*** Data in this exercise Section Begins ***

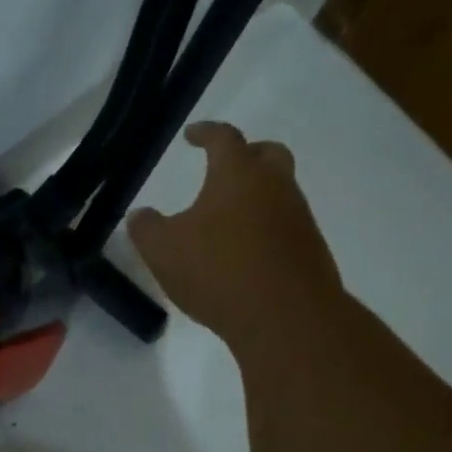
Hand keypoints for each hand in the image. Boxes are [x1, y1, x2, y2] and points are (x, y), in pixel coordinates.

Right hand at [127, 121, 343, 353]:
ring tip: (229, 219)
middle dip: (247, 154)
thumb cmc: (219, 271)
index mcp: (239, 174)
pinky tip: (247, 254)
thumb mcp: (164, 251)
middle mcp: (276, 187)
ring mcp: (299, 219)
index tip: (192, 135)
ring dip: (257, 197)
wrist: (287, 319)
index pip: (224, 138)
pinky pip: (287, 228)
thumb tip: (139, 215)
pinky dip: (267, 230)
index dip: (206, 132)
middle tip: (225, 167)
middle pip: (268, 154)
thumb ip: (146, 228)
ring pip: (281, 192)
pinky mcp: (311, 252)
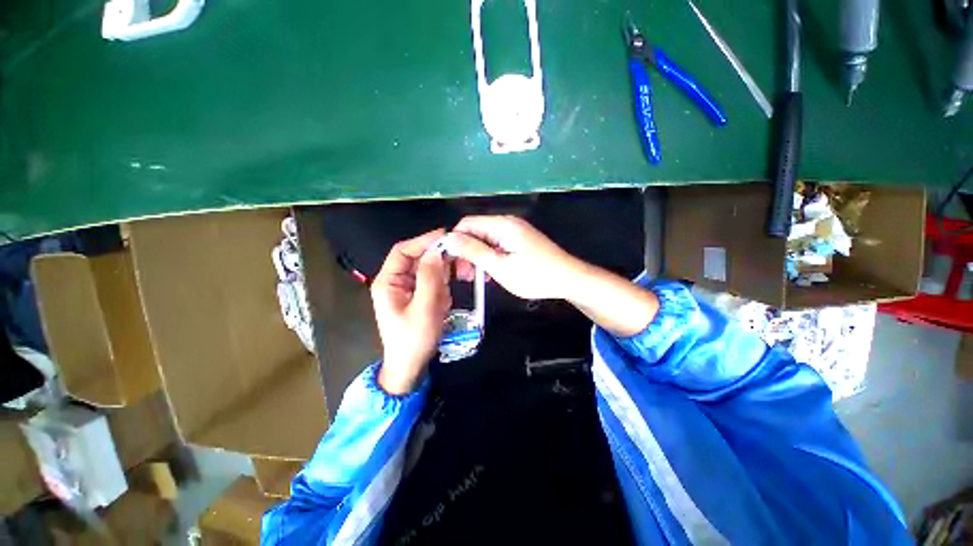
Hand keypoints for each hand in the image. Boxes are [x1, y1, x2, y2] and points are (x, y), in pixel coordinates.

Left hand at [371, 229, 451, 394]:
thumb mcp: (424, 308)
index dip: (423, 241)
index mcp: (389, 282)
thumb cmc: (414, 340)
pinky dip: (443, 288)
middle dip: (439, 262)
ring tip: (450, 292)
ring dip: (443, 277)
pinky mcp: (419, 296)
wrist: (410, 366)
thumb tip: (437, 251)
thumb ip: (430, 278)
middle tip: (460, 265)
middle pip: (419, 259)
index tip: (447, 236)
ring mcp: (409, 289)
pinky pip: (433, 283)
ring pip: (429, 271)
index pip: (403, 251)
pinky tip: (445, 302)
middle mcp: (397, 281)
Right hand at [447, 215, 583, 300]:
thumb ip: (474, 251)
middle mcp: (507, 224)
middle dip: (466, 252)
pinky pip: (497, 247)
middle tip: (464, 276)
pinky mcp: (520, 243)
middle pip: (476, 232)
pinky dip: (490, 260)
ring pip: (486, 242)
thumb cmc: (535, 275)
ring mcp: (515, 234)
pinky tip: (490, 275)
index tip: (451, 263)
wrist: (569, 280)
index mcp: (502, 225)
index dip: (455, 241)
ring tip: (476, 279)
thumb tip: (449, 238)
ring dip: (478, 258)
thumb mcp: (500, 266)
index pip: (467, 224)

*** Data in this exercise Section Ends ***

§ **Task directions**:
The lines to return are those in the records above that hold the word "ring".

§ **Solution**:
ring tip: (229, 219)
ring mcp: (299, 219)
ring dip: (257, 197)
ring pip: (281, 192)
ring tip: (450, 292)
ring dip: (443, 277)
ring mcp: (409, 289)
ring pip: (429, 271)
ring pip: (486, 242)
ring mcp: (515, 234)
ring tip: (476, 279)
ring dip: (478, 258)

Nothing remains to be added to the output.